1.1. What’s in this Guide

This Administrator’s guide includes information for installing, configuring, managing and extending Metacat for Ubuntu and other Linux variants. Metacat can run on MacOS but it needs users’ customized installation. Chapter Four contains instructions for downloading and installing Metacat and the applications required to run the software on Linux platform. Chapter Five covers how to configure Metacat, both for new and upgraded installations. Chapter Seven details the ways in which you can customize the Metacat interface so users can access and submit information easily: using Metacat’s generic web-interface (the Registry), creating your own HTML forms, and creating your own desktop client (like Morpho). Chapter Eight discusses how to work with Metacat’s embedded Geoserver. Chapter Nine describes how to set up the Metacat’s replication service, which permits Metacat servers to share data with each other, effectively backing up metadata and data files. Chapter Ten looks at the Metacat Harvester, a program that automates the retrieval of EML documents from one or more sites and their subsequent upload (insert or update) to Metacat.

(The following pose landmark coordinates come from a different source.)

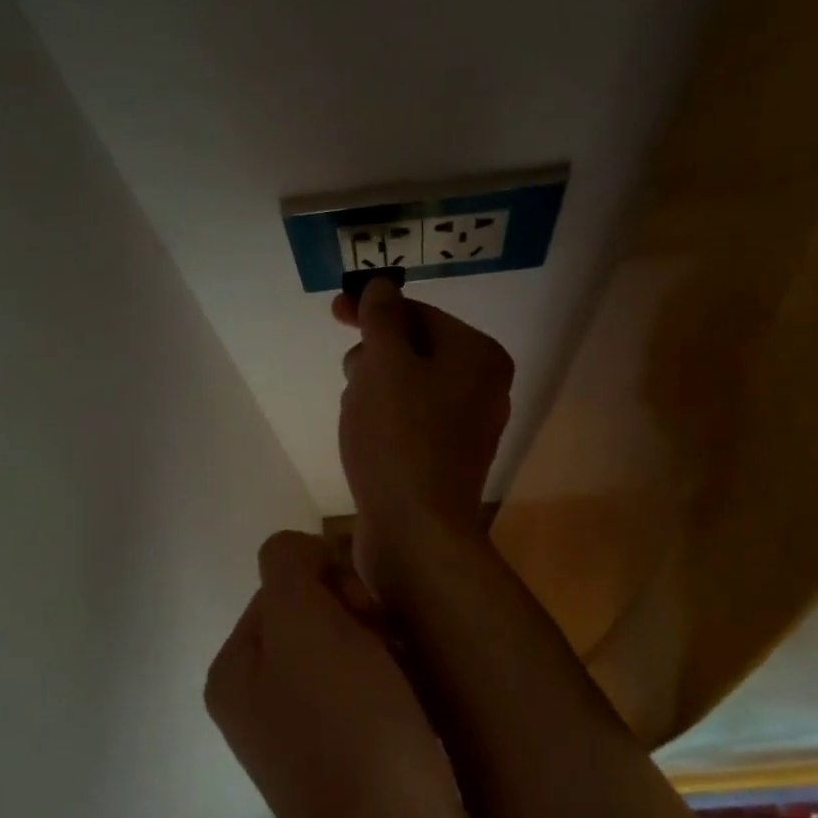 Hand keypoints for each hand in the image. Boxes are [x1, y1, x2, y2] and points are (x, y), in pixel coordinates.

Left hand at [206, 531, 502, 817]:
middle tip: (387, 648)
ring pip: (354, 653)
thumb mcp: (302, 619)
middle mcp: (261, 706)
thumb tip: (307, 558)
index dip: (329, 581)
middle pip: (319, 618)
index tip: (361, 615)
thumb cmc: (349, 724)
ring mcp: (308, 741)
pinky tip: (420, 707)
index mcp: (235, 672)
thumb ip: (289, 563)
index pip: (284, 583)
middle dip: (361, 620)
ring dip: (387, 652)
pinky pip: (378, 696)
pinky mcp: (358, 768)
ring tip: (410, 682)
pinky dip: (401, 689)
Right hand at [334, 277, 513, 594]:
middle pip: (415, 349)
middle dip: (374, 356)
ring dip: (374, 390)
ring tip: (355, 416)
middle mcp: (483, 386)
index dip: (374, 309)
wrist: (416, 533)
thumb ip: (382, 317)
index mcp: (478, 355)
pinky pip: (410, 421)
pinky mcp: (447, 459)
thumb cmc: (399, 437)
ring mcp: (468, 426)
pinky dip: (384, 420)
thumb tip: (382, 284)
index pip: (420, 313)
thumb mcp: (384, 363)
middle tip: (351, 377)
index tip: (334, 311)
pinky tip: (364, 440)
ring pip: (408, 386) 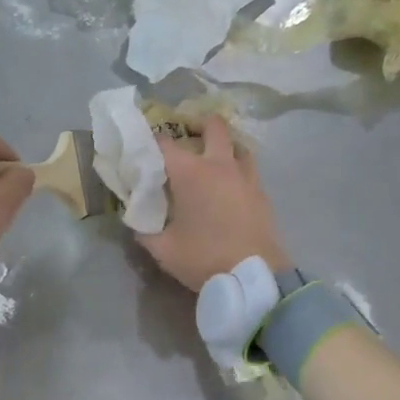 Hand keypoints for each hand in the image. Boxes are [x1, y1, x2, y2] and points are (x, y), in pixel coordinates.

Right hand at [136, 119, 289, 290]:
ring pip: (237, 145)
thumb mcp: (163, 249)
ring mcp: (246, 177)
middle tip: (186, 135)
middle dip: (198, 123)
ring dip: (223, 146)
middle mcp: (220, 165)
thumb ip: (145, 230)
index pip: (165, 143)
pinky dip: (236, 169)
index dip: (151, 141)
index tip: (143, 148)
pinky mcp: (262, 193)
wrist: (254, 276)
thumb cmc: (204, 258)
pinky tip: (228, 186)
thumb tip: (137, 221)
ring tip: (211, 160)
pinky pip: (248, 169)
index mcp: (191, 173)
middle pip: (213, 126) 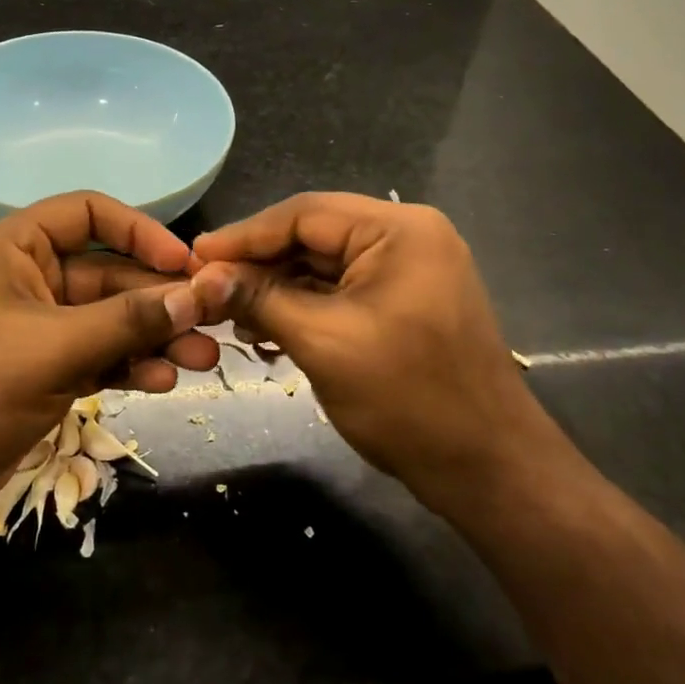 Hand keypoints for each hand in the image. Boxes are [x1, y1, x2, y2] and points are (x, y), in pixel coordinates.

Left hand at [0, 192, 219, 527]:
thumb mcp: (54, 348)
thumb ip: (128, 320)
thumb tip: (198, 295)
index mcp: (14, 250)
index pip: (87, 213)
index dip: (139, 231)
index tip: (182, 263)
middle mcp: (28, 280)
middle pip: (108, 274)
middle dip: (158, 300)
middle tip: (212, 321)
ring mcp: (37, 329)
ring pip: (109, 320)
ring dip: (153, 337)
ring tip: (202, 360)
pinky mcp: (44, 371)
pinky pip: (98, 356)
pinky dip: (129, 365)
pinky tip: (162, 382)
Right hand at [191, 193, 543, 508]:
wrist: (488, 469)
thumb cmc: (409, 400)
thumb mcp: (324, 343)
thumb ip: (260, 300)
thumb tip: (201, 277)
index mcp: (398, 230)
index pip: (305, 213)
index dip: (245, 235)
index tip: (196, 256)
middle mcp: (407, 237)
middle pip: (314, 236)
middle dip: (260, 264)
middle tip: (208, 288)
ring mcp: (410, 270)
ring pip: (324, 265)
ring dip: (278, 288)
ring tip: (232, 315)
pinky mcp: (406, 301)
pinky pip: (343, 291)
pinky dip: (305, 307)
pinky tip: (269, 330) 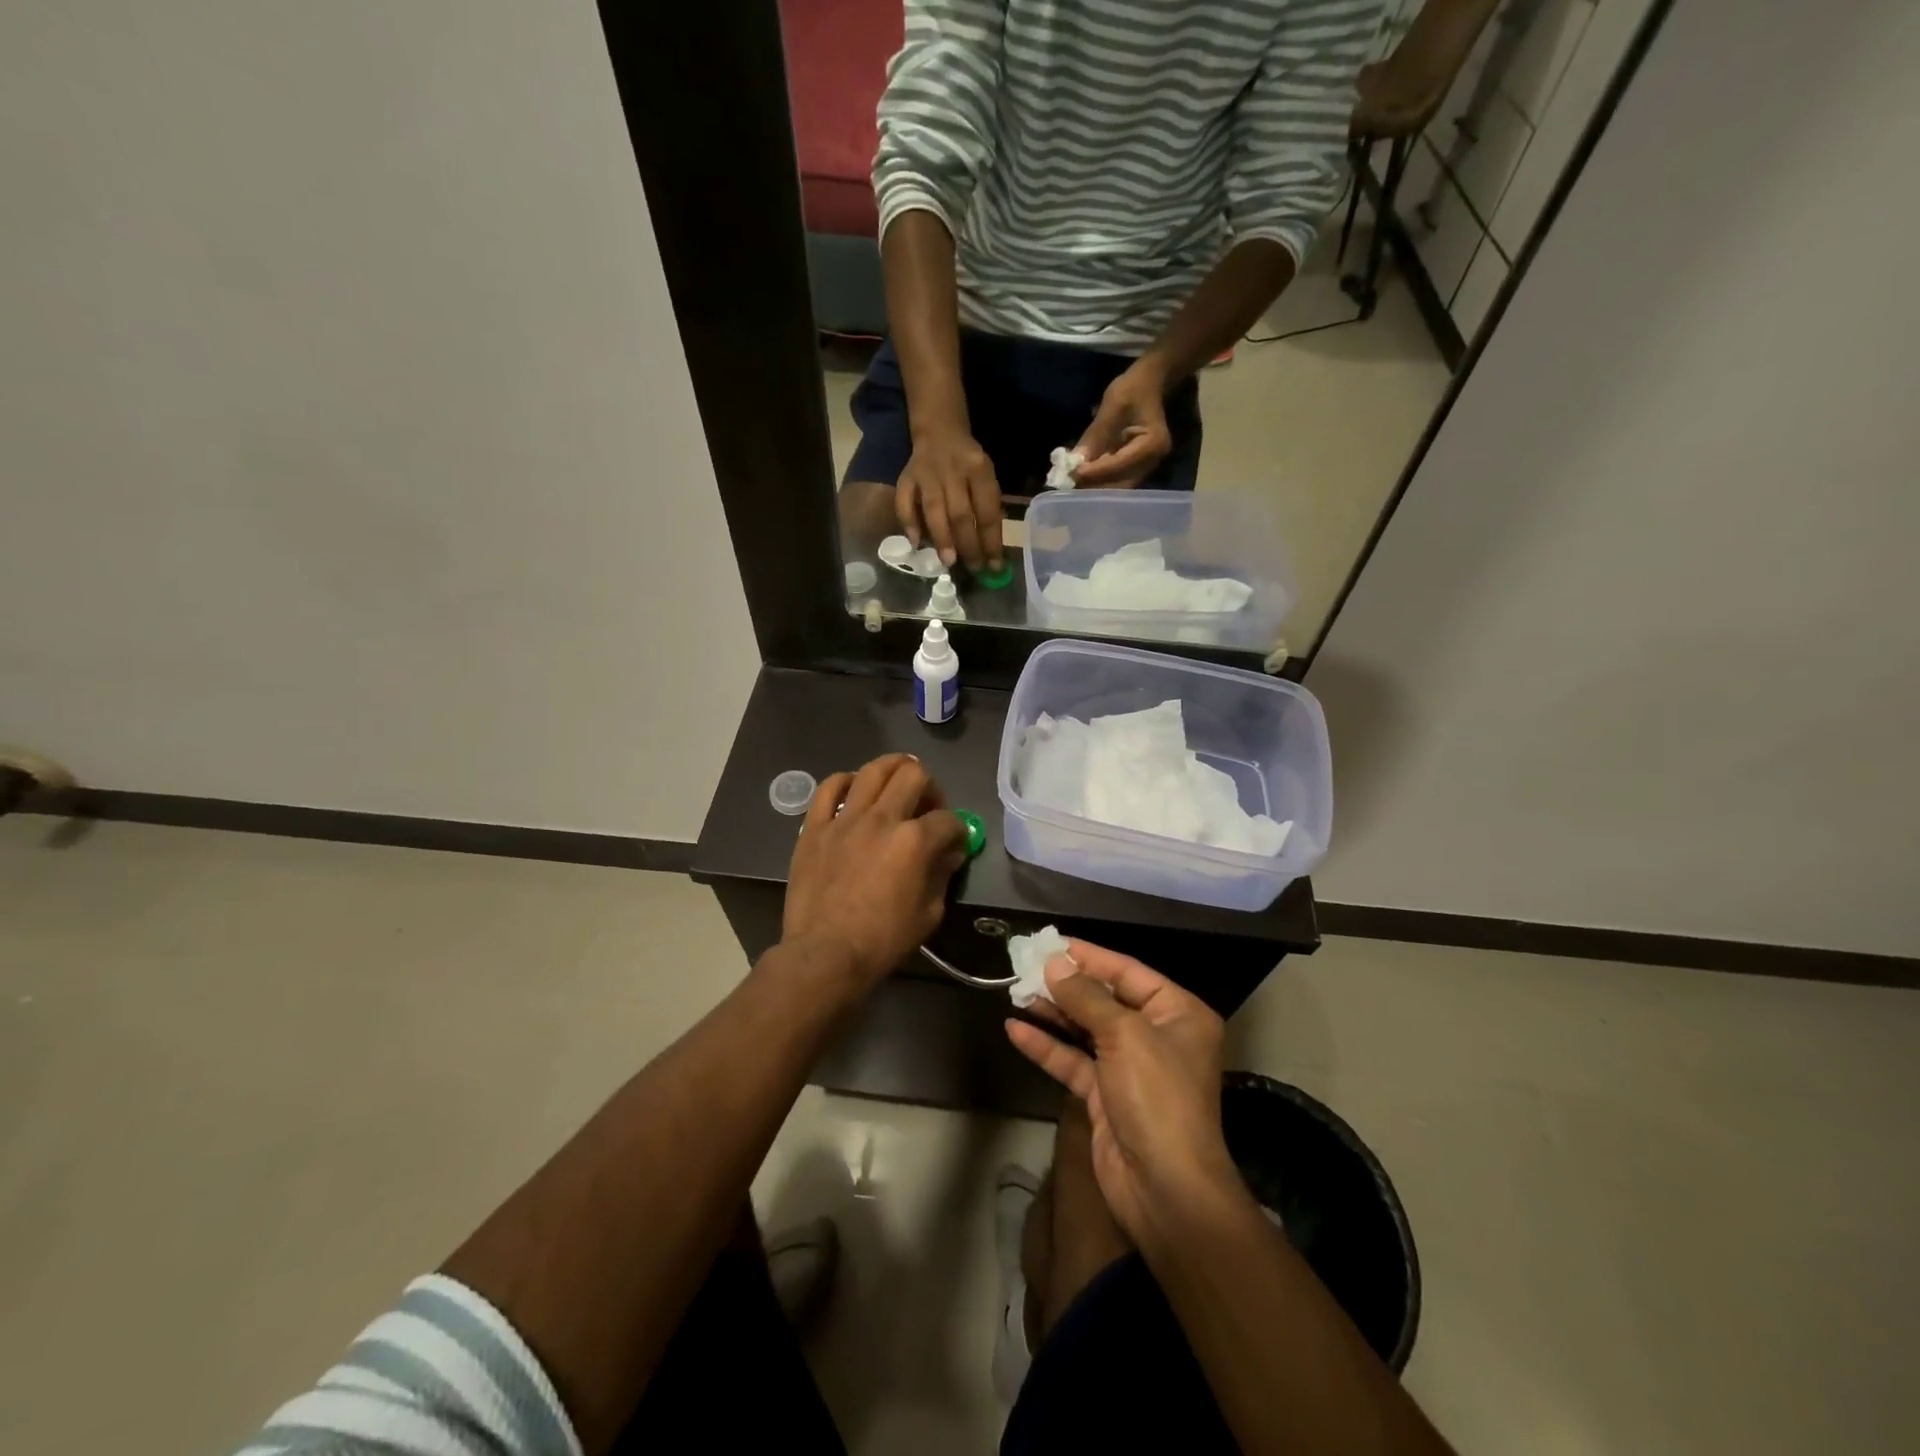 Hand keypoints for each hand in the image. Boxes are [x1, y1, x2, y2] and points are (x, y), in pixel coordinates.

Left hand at [782, 754, 968, 986]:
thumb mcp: (929, 913)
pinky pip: (828, 788)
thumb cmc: (883, 940)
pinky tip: (853, 790)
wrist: (825, 954)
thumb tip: (948, 853)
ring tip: (897, 780)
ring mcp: (845, 819)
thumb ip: (941, 875)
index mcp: (914, 841)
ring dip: (892, 768)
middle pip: (913, 775)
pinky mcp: (815, 827)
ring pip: (872, 770)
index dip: (958, 829)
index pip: (947, 819)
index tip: (954, 842)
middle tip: (927, 805)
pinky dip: (844, 782)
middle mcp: (882, 819)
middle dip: (929, 786)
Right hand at [897, 425, 1004, 571]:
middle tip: (973, 568)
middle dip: (968, 545)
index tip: (994, 566)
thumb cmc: (968, 462)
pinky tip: (916, 543)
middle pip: (961, 514)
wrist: (940, 431)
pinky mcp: (906, 477)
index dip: (991, 541)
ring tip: (949, 562)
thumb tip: (989, 548)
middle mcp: (952, 470)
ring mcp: (927, 474)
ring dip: (942, 538)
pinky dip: (909, 523)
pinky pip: (904, 502)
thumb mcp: (986, 476)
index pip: (987, 511)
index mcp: (979, 469)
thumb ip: (987, 506)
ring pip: (933, 510)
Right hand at [1006, 941, 1240, 1243]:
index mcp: (1177, 1013)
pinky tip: (1015, 1029)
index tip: (1051, 943)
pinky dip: (1047, 1046)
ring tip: (1014, 992)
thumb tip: (1054, 962)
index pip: (1128, 971)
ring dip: (1052, 1012)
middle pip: (1104, 999)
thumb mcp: (1124, 1035)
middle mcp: (1156, 1035)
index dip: (1089, 956)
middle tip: (1025, 965)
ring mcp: (1130, 1067)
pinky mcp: (1105, 1096)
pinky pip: (1073, 1061)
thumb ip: (1086, 996)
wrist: (1166, 1190)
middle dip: (1065, 984)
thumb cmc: (1157, 1097)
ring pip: (1085, 1029)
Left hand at [1074, 359, 1172, 488]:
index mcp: (1152, 444)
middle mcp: (1152, 462)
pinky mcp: (1137, 468)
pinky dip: (1099, 481)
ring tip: (1073, 484)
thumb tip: (1073, 462)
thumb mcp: (1112, 407)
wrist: (1150, 384)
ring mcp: (1146, 467)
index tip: (1074, 473)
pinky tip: (1082, 479)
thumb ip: (1095, 436)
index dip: (1096, 470)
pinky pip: (1117, 480)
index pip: (1120, 464)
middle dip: (1094, 485)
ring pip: (1117, 486)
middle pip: (1120, 483)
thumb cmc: (1132, 390)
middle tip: (1069, 484)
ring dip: (1095, 487) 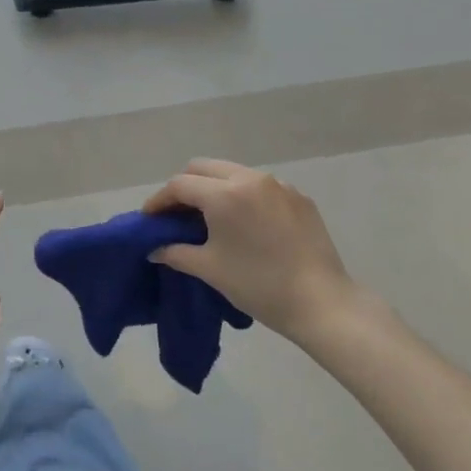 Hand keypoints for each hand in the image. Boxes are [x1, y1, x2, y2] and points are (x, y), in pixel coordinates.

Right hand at [143, 159, 364, 345]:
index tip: (149, 219)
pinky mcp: (299, 198)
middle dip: (184, 186)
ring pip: (234, 173)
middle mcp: (251, 178)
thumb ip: (176, 252)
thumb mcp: (209, 269)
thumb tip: (156, 249)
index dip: (159, 200)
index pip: (180, 185)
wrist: (321, 302)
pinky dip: (242, 196)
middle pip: (204, 168)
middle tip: (175, 214)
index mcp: (224, 194)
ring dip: (214, 188)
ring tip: (209, 217)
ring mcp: (279, 185)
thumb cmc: (258, 285)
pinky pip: (260, 186)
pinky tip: (244, 224) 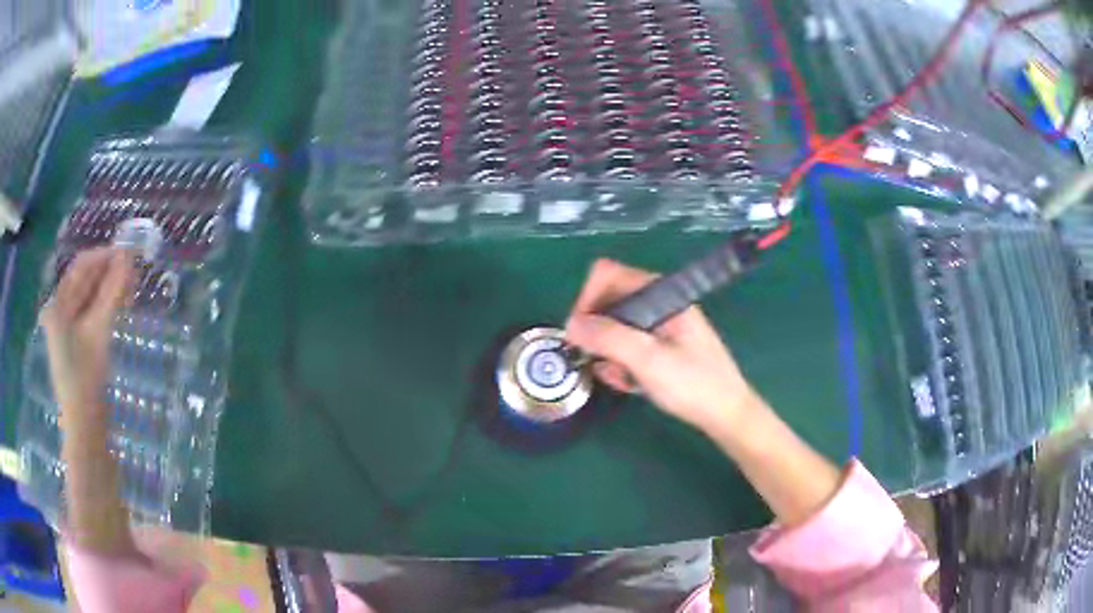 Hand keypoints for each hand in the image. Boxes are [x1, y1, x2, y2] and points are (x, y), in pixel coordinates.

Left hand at [41, 248, 133, 428]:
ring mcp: (65, 327)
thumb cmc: (86, 379)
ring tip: (131, 289)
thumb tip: (128, 257)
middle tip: (134, 273)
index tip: (130, 255)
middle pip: (84, 280)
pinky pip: (89, 313)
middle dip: (109, 273)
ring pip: (88, 296)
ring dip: (108, 289)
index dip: (105, 256)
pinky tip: (119, 306)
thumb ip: (112, 292)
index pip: (81, 266)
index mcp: (58, 304)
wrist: (84, 427)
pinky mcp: (74, 342)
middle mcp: (58, 309)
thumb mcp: (99, 333)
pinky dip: (104, 306)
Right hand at [565, 258, 758, 433]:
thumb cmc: (693, 384)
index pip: (608, 275)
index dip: (587, 300)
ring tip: (621, 378)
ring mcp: (660, 324)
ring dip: (609, 352)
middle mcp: (658, 303)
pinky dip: (621, 363)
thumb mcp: (648, 360)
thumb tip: (570, 325)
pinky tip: (630, 383)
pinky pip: (627, 345)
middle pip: (609, 301)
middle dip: (597, 331)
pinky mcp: (660, 345)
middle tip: (598, 361)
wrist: (726, 414)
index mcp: (660, 294)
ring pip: (615, 327)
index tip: (579, 334)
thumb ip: (608, 338) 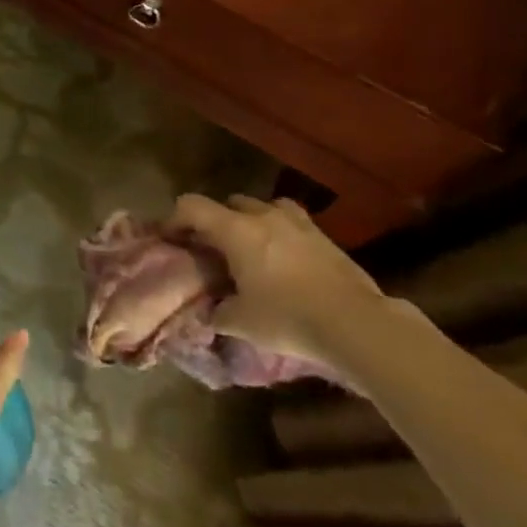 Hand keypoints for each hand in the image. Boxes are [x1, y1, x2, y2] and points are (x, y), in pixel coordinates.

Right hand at [167, 194, 385, 370]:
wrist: (357, 324)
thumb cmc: (288, 318)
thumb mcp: (240, 323)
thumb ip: (218, 312)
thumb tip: (210, 312)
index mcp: (236, 230)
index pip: (192, 206)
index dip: (174, 218)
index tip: (169, 238)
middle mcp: (264, 217)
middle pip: (229, 203)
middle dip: (216, 220)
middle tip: (213, 247)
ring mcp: (298, 224)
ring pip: (265, 207)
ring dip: (252, 220)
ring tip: (251, 247)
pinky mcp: (325, 238)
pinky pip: (292, 223)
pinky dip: (281, 233)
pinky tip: (285, 260)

Chapter Eight discusses logging, Chapter Twelve contains instructions for creating a site map, which makes individual metadata entries available via Web searches. Metacat’s Java API is available for developers.

1.2. Metacat Features

Metacat is a repository for data and metadata (documentation about data), that helps scientists find, understand and effectively use the data sets they manage or that have been created by others. Specifically,

  • Metacat is an open source web application, which can run on Linux and MacOS operating systems and is written in Java
  • Metacat’s Web interface facilitates the input and retrieval of data
  • Metacat’s optional mapping functionality enables you to query and visualize the geographic coverage of stored data sets
  • Metacat’s replication feature ensures that all Metacat data and metadata is stored safely on multiple Metacat servers
  • The Metacat interface can be easily extended and customized via Web forms, themes, and/or user-developed client tools in Java and other languages
  • The Metacat harvester automates the process of retrieving and storing EML documents from one or more sites
  • Metacat can be customized to use Life Sciences Identifiers (LSIDs), uniquely identifying every data record
  • Metacat has a built-in logging system for tracking events such as document insertions, updates, deletes, and reads
  • The appearance of Metacat’s Web interface can be customized via themes.
  • Metacat fully supports the DataONE Member Node interface, allowing Metacat deployments to easily participate in the DataONE federation
_images/image007.png

Metacat’s default home page. Users can customize the appearance using themes.